[Stored data]
··········
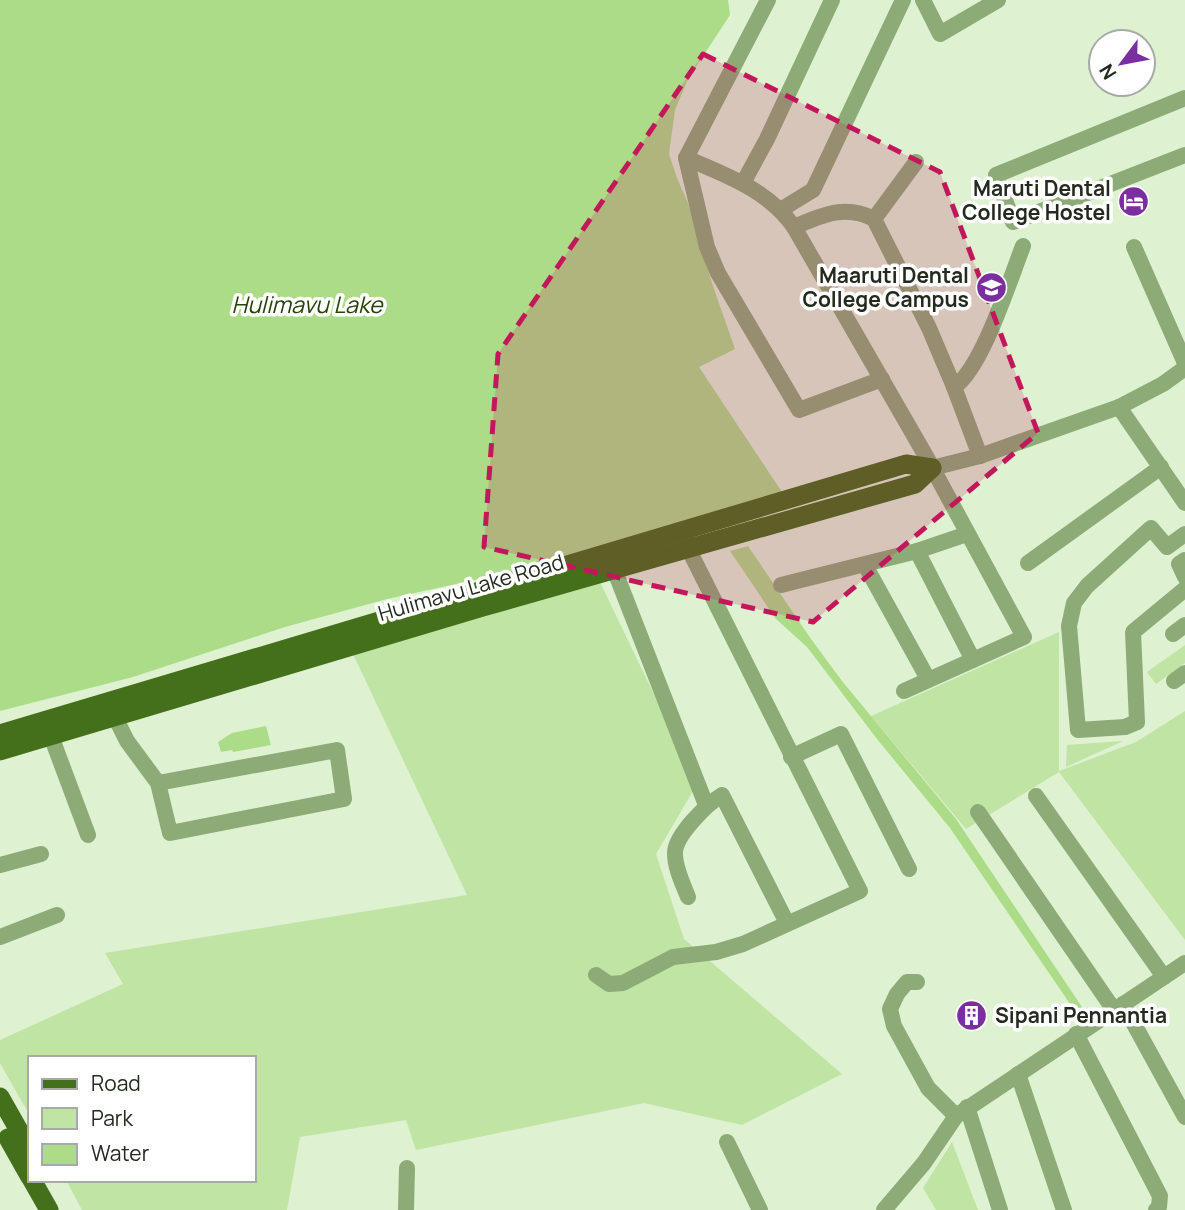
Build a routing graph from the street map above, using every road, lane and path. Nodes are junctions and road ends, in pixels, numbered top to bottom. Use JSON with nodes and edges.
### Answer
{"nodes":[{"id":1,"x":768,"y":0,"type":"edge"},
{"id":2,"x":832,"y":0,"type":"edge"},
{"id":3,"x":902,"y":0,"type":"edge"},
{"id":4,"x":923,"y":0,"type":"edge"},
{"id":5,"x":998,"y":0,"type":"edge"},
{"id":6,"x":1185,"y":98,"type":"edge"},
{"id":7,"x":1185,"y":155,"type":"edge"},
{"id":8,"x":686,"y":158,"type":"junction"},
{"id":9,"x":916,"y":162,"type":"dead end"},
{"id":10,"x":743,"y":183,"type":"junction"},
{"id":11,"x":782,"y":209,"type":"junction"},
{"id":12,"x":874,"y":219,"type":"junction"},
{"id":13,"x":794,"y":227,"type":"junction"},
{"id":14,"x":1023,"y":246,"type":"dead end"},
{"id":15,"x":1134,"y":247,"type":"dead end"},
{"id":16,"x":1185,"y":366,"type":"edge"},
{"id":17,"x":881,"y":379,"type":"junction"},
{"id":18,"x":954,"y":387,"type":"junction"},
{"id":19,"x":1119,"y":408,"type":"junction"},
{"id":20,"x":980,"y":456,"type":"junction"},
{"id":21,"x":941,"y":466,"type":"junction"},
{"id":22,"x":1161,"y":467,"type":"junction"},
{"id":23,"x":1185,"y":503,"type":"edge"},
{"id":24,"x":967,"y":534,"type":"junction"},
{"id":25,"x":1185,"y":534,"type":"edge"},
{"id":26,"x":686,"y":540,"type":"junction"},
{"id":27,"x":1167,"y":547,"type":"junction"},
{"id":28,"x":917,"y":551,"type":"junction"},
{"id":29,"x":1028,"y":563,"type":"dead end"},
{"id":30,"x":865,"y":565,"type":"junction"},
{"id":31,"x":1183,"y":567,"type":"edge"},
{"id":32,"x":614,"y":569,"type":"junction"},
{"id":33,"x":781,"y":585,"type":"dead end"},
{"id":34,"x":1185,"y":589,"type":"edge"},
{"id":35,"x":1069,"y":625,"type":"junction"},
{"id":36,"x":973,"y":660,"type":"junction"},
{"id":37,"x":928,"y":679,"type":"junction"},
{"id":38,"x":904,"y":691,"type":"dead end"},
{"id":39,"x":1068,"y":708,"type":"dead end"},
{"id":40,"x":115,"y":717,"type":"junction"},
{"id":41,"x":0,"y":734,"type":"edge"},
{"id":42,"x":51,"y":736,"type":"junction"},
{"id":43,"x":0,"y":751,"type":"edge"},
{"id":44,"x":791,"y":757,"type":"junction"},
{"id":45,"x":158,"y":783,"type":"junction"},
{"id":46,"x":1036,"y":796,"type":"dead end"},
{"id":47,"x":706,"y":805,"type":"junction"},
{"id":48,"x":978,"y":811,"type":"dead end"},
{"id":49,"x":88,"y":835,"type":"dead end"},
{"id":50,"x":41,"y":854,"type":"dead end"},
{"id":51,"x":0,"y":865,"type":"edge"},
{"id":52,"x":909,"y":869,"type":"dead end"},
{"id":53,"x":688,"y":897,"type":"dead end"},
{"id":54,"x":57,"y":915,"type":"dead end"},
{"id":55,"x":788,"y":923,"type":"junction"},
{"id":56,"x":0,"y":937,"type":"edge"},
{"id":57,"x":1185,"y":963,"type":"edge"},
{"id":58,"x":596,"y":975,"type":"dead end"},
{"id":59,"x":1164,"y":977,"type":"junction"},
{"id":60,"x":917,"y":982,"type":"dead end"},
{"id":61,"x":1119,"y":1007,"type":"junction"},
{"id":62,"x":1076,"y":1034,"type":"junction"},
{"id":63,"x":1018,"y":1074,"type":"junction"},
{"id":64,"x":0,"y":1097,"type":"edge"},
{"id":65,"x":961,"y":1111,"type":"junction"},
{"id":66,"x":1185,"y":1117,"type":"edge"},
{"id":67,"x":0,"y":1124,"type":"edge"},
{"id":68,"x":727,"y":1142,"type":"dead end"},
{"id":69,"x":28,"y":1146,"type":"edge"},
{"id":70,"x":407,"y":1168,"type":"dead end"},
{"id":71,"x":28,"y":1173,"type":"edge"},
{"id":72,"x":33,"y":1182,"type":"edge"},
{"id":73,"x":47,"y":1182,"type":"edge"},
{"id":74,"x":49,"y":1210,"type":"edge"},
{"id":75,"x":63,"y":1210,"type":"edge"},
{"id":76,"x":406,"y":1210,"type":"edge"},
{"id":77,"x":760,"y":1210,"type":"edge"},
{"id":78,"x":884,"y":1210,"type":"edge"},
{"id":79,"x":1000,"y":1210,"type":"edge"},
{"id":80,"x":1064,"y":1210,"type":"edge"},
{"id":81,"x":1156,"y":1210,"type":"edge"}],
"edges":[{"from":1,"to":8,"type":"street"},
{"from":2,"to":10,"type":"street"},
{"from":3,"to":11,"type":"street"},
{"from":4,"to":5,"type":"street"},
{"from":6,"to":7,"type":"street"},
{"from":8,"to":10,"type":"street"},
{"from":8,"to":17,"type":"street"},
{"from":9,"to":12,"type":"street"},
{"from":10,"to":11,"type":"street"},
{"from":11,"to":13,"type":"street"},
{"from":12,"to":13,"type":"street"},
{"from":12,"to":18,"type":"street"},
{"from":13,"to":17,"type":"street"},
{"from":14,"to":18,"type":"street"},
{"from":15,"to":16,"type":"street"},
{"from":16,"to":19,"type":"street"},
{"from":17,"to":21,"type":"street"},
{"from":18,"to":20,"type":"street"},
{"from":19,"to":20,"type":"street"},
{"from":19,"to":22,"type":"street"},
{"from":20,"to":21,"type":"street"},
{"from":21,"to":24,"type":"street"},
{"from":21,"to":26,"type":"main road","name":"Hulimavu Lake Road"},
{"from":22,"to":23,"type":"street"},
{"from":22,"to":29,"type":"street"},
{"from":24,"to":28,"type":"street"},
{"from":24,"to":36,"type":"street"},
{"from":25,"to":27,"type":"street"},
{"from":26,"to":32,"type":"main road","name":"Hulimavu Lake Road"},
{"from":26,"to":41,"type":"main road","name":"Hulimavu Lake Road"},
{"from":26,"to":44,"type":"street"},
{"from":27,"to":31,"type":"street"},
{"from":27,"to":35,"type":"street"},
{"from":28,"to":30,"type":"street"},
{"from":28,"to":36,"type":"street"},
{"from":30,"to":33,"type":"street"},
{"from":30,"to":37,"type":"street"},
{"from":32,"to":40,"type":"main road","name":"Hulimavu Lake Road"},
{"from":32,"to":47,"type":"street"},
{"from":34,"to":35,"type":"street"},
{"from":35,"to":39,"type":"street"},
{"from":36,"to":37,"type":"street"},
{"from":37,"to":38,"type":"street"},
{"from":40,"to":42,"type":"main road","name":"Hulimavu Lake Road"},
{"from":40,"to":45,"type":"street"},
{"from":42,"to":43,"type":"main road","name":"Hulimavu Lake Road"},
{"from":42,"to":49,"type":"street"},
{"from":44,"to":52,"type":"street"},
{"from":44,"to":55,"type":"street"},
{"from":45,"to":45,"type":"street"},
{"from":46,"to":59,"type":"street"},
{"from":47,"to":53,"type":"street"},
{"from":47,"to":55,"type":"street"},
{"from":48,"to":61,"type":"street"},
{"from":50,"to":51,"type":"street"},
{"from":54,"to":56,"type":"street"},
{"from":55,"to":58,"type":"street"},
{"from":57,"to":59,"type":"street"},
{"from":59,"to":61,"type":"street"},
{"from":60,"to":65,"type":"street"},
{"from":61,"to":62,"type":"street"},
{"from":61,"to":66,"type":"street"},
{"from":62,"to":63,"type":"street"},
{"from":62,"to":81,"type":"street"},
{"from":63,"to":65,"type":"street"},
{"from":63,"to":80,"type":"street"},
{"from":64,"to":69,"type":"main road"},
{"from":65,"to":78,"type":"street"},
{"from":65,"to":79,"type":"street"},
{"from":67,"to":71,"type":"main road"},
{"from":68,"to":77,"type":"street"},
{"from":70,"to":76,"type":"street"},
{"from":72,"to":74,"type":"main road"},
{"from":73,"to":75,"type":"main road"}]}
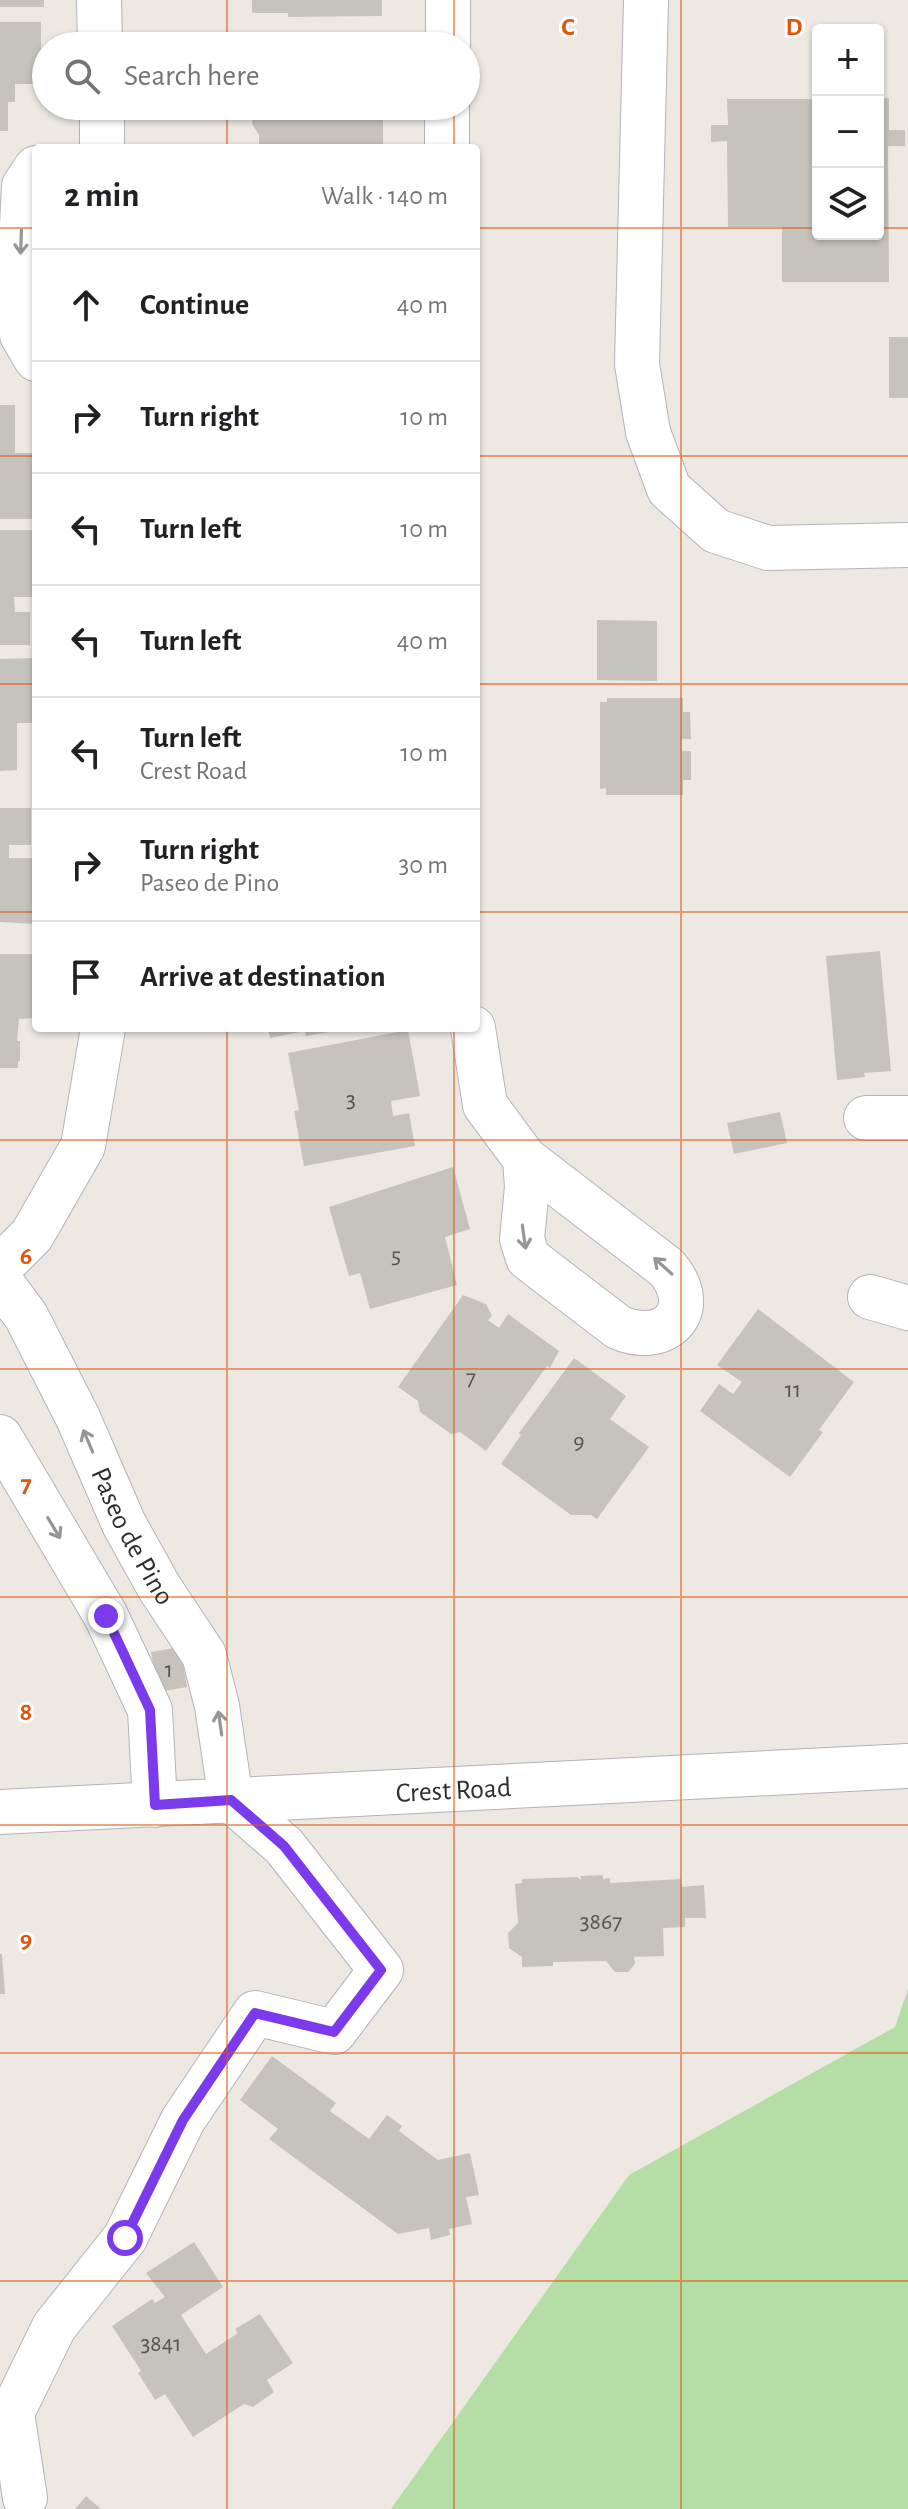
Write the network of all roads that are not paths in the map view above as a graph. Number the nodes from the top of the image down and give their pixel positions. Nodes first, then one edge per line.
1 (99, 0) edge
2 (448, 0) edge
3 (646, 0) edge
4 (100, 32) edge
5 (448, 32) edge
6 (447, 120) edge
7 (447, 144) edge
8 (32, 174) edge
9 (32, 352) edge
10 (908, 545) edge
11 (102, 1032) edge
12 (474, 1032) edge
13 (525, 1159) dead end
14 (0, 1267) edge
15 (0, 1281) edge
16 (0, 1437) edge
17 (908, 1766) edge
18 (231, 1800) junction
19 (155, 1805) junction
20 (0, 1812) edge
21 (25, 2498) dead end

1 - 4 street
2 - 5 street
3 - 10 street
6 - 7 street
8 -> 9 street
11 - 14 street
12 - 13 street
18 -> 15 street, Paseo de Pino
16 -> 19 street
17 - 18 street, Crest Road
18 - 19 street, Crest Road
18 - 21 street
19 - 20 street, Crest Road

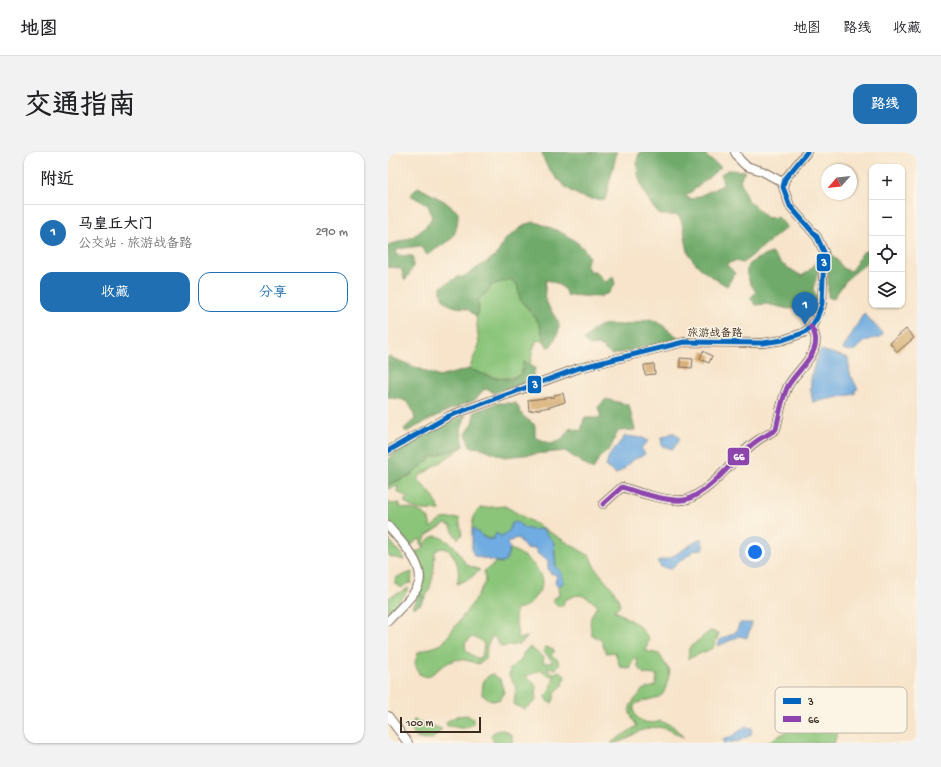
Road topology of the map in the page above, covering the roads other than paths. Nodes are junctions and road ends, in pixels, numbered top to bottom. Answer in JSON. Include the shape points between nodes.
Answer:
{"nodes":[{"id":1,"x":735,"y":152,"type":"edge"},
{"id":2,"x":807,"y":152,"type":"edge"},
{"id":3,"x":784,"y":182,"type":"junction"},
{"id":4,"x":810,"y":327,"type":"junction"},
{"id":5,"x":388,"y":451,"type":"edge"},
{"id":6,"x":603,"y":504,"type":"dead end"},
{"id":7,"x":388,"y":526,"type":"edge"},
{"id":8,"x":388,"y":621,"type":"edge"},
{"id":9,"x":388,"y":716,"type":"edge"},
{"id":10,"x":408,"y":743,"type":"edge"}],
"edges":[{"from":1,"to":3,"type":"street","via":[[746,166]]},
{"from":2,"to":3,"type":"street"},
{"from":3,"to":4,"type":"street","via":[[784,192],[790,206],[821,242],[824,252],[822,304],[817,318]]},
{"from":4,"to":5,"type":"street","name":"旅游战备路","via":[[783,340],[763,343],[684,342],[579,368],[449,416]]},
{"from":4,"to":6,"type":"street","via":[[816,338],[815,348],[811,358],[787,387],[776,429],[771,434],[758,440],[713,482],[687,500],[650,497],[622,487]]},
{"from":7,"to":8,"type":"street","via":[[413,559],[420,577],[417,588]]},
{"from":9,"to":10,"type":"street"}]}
··········
• _WHAT IS REQUIRED_
Report every line of the entries that carries the word "Hulimavu".

• _WORKED SOLUTION_
{"from":21,"to":26,"type":"main road","name":"Hulimavu Lake Road"},
{"from":26,"to":32,"type":"main road","name":"Hulimavu Lake Road"},
{"from":26,"to":41,"type":"main road","name":"Hulimavu Lake Road"},
{"from":32,"to":40,"type":"main road","name":"Hulimavu Lake Road"},
{"from":40,"to":42,"type":"main road","name":"Hulimavu Lake Road"},
{"from":42,"to":43,"type":"main road","name":"Hulimavu Lake Road"},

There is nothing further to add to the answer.